JEPA Calendar Training Report

Date: 2026-06-12

Summary

The calendar data was prepared and trained in two stages.

First, the new calendar data was trained by itself for 6 repeated passes. Each pass used a fresh validation split. This tested whether the model could learn from the calendar data alone.

Second, the calendar data was mixed back into the original public training set and trained for 4 more repeated passes. Each mixed pass trained every public dataset and then trained one combined model across all public data.

The best final result came from mixed pass 2. Its combined validation loss was 0.0064. The previous initial combined pass had a validation loss of 0.0183, so the best new mixed run was about 64.9 percent lower on the JEPA validation objective.

This means the model learned the self supervised prediction task better in the new mixed run. It does not, by itself, prove that real world scheduling decisions improved. That still needs a downstream scheduler evaluation.

What Data Was Used

New Calendar Hugging Face Data

The final calendar set included 6 sources:

Source type What it adds
Korean academic calendar questions and answers Month level academic schedule examples.
German calendar intent text Calendar query, set, and remove examples in German.
German MASSIVE calendar annotations Calendar intent examples with richer slot annotations.
Microsoft scheduling availability examples Participant availability blocks and meeting constraints.
SGD calendar dialogue turns Conversational examples about creating, checking, and confirming calendar events.
Konkuk academic calendar events Real dated academic events with start and end dates.

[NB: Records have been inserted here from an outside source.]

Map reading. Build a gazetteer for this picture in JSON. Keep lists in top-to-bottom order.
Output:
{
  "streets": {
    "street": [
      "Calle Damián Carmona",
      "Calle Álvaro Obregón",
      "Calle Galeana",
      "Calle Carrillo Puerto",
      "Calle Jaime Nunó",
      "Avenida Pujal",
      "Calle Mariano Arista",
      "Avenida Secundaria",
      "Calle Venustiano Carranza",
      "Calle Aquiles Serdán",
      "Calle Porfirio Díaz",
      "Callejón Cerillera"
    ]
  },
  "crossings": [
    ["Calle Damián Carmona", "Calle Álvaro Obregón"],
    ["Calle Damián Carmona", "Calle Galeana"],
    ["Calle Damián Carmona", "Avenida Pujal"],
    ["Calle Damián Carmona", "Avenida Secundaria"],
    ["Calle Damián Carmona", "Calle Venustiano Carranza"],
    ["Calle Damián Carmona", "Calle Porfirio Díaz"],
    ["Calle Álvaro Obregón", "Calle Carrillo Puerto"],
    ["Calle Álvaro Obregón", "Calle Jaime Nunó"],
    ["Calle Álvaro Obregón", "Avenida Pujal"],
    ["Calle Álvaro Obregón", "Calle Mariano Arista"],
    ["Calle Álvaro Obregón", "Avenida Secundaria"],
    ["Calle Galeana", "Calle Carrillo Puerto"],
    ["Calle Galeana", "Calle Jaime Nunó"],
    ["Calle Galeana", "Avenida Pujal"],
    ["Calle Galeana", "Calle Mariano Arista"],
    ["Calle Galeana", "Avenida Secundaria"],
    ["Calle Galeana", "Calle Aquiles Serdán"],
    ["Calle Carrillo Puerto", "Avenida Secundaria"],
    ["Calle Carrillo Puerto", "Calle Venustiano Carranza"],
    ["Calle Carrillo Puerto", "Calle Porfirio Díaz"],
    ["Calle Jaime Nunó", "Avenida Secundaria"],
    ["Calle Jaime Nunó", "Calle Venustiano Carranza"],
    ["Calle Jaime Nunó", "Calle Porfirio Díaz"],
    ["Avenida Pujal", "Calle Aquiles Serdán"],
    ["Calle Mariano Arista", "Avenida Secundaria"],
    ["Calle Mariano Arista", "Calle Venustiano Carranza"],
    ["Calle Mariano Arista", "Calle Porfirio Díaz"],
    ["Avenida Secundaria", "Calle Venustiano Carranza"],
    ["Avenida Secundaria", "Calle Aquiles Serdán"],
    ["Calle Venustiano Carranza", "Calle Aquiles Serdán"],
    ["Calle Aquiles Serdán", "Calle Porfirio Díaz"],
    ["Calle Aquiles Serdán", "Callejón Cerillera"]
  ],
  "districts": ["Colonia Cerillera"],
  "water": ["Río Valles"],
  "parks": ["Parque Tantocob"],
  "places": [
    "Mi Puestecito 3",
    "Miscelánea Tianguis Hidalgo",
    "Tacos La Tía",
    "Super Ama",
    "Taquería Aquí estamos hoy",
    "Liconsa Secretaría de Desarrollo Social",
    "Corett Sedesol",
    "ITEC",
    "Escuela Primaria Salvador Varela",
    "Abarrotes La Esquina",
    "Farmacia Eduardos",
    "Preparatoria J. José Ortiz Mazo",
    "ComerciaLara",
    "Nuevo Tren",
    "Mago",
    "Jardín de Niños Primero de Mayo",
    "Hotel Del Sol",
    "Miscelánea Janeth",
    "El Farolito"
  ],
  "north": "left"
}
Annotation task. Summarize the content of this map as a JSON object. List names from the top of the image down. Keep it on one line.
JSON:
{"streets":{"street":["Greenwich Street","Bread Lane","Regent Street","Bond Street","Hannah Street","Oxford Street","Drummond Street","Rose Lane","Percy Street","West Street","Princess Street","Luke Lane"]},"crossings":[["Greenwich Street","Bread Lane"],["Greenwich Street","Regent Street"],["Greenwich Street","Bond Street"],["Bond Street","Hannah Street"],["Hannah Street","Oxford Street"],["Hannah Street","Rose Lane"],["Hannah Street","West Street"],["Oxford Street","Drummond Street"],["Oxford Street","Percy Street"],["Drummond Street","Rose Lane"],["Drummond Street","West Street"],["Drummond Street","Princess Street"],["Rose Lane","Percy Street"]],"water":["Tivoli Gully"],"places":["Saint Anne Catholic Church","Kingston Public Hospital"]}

The calendar set contained:

Count Value
Prepared calendar windows 15,532
Typical train windows per split About 13,900 to 14,000
Typical validation windows per split About 1,500 to 1,600
Preparation errors 0

Original Public Training Data

The mixed phase used the original public training data plus the new calendar set. The mixed set included:

Dataset group What it represents
Public holiday calendar data All day calendar and holiday structure.
New Hugging Face calendar data Calendar language, scheduling constraints, and academic events.
OpenProject and Taiga data Project tasks, work packages, and issue tracker activity.
GitHub event data Code and project activity patterns.
MS-LaTTE Task timing preference examples.
Enron-derived sources Email and communication activity.
Public Jira Large-scale project and issue activity.
SmartToDo coded data Task and to do intent examples.

Blocked or gated placeholder datasets were recorded by the pipeline, but they had zero train windows and were not used for model training.

How The Data Was Prepared

The model does not train directly on raw text, raw calendar files, or raw dialogue rows.

Each source record is converted into a schedule-like numeric window:

Item Meaning
96 slots One 24 hour day split into 15 minute slots.
16 features per slot Numeric signals such as calendar event, task, deadline, priority, duration, and participant count.
Values from 0.0 to 1.0 All features are normalized into a consistent range.

For example:

  1. A full day academic calendar event becomes a window where the calendar event feature is active across the day.
  2. A scheduling availability example becomes a window where each time slot shows how many participants are available.
  3. A calendar dialogue turn becomes a calendar intent window, with extra signals for task like behavior, completion, and text length.
  4. A dated academic event becomes a calendar event window with duration and deadline like signals when the event spans multiple days.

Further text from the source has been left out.